The second Payment Services Directive (PSD2) is changing how banks share data and interact with third-party providers and FinTechs, which are now relying on open banking information and application programming interface (API) access to build out new products. The regulation is also altering banks’ end customer interactions as new players make their way to the financial stage.

FIs looking to retain their online banking roles will need to get more creative, particularly as they are forced to open their data shares. The move might cause them to lose direct relationships with clients as third-parties and FinTechs take on more surface interactions, after all.

Patrick Langeveld, innovation driver for open banking at ING, believes that the banks looking to compete with new financial players should facilitate third-party products and services, not focus solely on building out their own customer-facing offerings. Those that keep up their old-fashioned approaches will not survive in the post-PSD2 open banking world.

“Banks will become platforms [in the future],” Langeveld “[They] should not just offer [their] own products — that won’t be enough. [They] should offer other [institutions’] products as well.”

ING is keeping this platform approach in mind as it adapts its API developer portal to meet current regulations.
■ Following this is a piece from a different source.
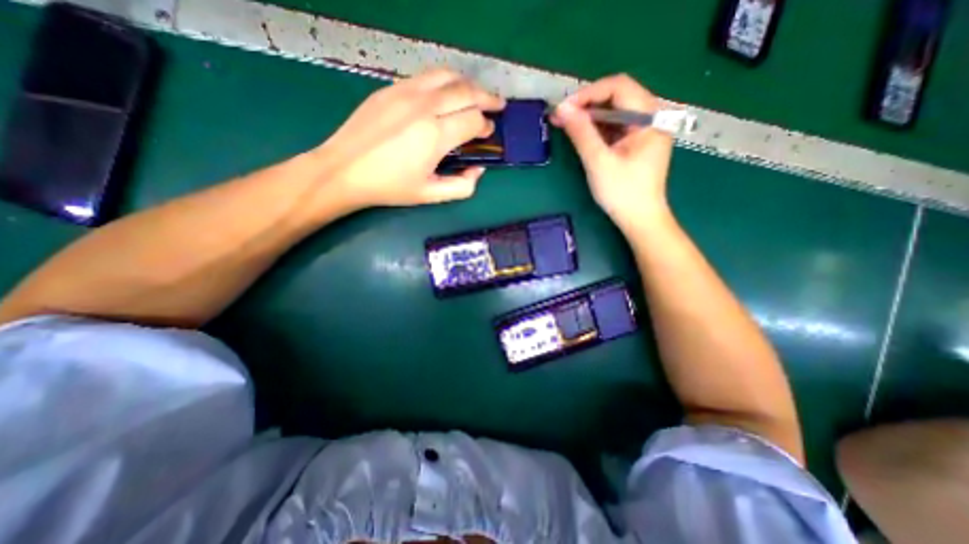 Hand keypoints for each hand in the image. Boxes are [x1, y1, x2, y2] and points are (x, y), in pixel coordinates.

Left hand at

PSD2 and the dawn of the platform 

European banks have adapted their API platforms to PSD2 at differing speeds. Rakuten Bank and ABN AMRO both turned to partnerships to develop comprehensive, secure API portals, rather than taking on in-house innovations. ING took the opposite route and created its own Developer Portal, which launched last year and mirrors those that PSD2 now requires FIs to open to interested external players. The bank added three new PSD2-related API tools to the platform earlier this year, allowing FinTechs, retailers and other companies to enhance their
payments and financial innovations.

Langeveld noted that ING’s shift to platform banking meant ensuring it remained at the center of the online financial ecosystem.

“The opening up movement is about putting customers in the center, [putting them] in control of their data [and] the way they access their bank data,” he said. “Internally, this is backed by a technology and operations foundation which enables us to become a truly global, scalable bank.”

Langeveld believes that PSD2’s data transparency requires FIs to pivot toward platform approaches if they want to compete. Retail customers are already accustomed to both accessing their banking data through apps or mobile services. They are used to approving third parties, but this familiarity did not extend to PSD2. That changing customer dynamic is one of the main reasons ING is approaching API innovation in a different light.

“We want to extend our API portfolio [in a way that] kind of differs it from other banks in terms of openness and [a] more diverse API catalog,” Langeveld said. “That technology foundation [is] truly our crucial enabler for that strategy.”

PSD2 and the future of open banking

FIs should prepare themselves for future innovations in areas other than payments and online money movement as open banking continues to change customer relationships, he added. This will be particularly important as these changes continue to spread, including in regions
like the United Kingdom where individual open banking rules are changing how users and businesses approach payments.

“We see a lot of value in the combination of instant payments and open banking,” Langeveld said. “I think payments will be much more integrated into [our lives and are] going to become much more invisible.”

ING is currently working on a related project, enabling customers to buy “invisible tickets” for railway trips in the Netherlands. The offering relies on consumers’ growing interest in contactless payments, which are already popular in the U.K.

Banks must innovate quickly if they want to retain a spot in the evolving banking world, but which FIs wind up being the central platforms of this new ecosystem remains an open question.